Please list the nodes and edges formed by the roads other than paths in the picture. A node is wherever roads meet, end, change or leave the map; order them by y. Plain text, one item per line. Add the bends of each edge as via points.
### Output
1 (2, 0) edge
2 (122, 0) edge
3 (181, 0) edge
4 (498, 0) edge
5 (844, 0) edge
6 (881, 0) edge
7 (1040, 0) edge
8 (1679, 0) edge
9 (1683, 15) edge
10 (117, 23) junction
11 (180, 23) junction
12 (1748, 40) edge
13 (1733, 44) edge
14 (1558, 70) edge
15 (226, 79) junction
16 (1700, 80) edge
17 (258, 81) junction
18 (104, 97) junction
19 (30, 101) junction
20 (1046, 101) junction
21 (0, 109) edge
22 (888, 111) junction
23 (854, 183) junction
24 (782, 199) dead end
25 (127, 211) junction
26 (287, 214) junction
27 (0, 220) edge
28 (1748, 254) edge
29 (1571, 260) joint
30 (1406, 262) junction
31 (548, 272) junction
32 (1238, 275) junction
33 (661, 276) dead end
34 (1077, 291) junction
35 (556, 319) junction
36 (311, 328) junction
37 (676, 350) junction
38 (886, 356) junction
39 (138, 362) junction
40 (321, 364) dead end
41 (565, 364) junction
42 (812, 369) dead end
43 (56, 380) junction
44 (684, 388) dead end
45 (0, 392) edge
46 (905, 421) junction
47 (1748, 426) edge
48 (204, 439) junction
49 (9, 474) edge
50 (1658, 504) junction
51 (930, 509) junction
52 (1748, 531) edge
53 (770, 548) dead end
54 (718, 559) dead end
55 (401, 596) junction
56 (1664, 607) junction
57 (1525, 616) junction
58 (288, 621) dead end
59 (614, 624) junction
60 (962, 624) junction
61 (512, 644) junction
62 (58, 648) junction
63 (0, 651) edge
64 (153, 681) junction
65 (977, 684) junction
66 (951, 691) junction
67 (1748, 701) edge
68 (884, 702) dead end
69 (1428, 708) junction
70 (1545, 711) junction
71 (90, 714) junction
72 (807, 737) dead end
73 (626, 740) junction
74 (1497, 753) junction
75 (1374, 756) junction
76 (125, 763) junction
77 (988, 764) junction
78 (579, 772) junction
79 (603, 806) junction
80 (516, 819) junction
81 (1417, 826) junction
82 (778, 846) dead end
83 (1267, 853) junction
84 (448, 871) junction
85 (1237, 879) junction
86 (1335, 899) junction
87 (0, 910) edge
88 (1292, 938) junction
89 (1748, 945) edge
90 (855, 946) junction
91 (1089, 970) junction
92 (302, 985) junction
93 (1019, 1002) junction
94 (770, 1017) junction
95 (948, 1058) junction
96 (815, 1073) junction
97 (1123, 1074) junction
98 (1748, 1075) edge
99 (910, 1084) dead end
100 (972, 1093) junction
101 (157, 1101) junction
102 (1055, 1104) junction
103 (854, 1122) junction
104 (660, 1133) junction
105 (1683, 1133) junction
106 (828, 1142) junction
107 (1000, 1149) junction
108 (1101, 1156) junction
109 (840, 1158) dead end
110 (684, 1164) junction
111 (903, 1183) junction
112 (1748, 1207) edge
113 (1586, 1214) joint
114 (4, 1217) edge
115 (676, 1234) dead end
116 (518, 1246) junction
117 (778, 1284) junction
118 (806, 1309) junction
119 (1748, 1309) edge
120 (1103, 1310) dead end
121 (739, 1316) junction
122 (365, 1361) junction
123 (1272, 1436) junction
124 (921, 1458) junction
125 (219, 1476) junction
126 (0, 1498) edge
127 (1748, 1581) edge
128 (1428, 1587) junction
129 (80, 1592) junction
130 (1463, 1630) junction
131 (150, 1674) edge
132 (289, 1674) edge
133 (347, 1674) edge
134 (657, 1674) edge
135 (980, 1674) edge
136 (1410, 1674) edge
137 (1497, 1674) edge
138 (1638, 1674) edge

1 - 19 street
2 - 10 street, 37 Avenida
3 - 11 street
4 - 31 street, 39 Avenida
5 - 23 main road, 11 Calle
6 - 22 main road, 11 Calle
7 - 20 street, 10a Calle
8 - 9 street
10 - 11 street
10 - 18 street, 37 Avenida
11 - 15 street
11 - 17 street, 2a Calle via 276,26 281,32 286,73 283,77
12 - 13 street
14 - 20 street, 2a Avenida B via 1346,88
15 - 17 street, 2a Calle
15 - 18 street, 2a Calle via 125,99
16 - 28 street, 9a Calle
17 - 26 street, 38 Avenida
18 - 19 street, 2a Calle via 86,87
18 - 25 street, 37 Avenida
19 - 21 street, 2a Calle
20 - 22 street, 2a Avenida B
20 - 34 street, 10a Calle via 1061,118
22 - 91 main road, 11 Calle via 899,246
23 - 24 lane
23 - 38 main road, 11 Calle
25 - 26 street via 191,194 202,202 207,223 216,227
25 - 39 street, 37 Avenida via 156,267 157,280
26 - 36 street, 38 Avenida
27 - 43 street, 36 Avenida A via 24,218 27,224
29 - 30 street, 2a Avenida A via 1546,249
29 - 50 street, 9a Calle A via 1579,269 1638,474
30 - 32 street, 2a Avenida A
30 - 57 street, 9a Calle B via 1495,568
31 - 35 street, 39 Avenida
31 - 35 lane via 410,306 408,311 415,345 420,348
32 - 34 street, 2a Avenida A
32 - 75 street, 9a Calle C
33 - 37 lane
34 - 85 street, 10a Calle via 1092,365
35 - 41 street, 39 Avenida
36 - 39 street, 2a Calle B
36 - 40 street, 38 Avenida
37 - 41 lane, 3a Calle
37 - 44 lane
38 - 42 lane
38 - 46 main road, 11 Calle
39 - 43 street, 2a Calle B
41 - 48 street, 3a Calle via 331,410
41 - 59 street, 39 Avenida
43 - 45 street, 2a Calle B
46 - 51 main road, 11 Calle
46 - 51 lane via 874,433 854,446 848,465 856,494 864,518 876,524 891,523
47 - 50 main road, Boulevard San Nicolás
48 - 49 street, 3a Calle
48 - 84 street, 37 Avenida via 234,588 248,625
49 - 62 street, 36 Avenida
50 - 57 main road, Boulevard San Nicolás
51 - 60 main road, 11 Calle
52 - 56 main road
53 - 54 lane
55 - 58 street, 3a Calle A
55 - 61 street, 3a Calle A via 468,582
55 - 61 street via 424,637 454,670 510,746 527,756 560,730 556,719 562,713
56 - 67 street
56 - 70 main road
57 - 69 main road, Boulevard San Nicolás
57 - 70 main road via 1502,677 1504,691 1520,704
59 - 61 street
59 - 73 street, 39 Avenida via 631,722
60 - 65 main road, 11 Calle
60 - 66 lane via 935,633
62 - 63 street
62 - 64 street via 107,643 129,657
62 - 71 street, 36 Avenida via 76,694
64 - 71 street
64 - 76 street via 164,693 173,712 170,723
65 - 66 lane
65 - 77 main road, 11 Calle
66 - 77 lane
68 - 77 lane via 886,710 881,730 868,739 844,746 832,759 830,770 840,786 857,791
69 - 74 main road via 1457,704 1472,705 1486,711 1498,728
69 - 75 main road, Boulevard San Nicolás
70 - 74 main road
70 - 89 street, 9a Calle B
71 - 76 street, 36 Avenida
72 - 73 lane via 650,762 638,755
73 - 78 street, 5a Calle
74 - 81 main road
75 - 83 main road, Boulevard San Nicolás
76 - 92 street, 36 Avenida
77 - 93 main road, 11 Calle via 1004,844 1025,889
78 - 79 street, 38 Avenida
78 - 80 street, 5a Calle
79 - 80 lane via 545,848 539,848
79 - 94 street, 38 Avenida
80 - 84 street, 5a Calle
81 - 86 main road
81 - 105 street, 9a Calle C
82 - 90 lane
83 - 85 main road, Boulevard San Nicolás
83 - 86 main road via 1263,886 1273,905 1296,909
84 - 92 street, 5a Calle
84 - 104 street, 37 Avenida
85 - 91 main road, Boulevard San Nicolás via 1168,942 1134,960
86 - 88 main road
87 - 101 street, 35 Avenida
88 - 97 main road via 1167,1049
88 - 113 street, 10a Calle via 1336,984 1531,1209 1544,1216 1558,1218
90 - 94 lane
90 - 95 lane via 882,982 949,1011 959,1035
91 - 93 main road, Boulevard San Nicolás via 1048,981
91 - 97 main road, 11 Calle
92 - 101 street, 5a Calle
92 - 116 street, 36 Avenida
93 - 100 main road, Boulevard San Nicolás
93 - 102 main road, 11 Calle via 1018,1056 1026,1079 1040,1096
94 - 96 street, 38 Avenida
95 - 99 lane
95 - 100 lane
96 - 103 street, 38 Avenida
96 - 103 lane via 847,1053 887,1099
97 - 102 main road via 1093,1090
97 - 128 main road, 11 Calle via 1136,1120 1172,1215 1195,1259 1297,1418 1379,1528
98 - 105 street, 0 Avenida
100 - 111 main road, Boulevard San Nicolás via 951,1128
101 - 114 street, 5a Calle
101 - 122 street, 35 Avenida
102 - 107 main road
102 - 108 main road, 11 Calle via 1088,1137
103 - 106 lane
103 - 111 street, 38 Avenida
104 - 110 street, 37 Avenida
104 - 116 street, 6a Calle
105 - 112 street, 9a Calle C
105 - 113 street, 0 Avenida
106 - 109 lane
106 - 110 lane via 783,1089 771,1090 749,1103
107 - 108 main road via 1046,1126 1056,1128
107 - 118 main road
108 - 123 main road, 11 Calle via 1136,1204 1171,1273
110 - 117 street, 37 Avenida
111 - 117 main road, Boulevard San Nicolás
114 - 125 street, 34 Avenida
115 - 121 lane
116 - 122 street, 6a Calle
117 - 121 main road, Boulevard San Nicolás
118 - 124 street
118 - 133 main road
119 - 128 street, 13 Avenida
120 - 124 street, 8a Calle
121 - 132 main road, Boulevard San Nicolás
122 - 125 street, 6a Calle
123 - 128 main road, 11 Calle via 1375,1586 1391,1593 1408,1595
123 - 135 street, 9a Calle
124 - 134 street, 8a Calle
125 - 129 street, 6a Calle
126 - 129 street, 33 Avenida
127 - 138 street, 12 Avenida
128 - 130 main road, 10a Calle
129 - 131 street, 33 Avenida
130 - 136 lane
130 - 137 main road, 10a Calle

■ ■ ■ ■ ■

WHAT TO PRODUCE
Among the lines above, list those that contain the word "joint".

EXERCISE ANSWER
29 (1571, 260) joint
113 (1586, 1214) joint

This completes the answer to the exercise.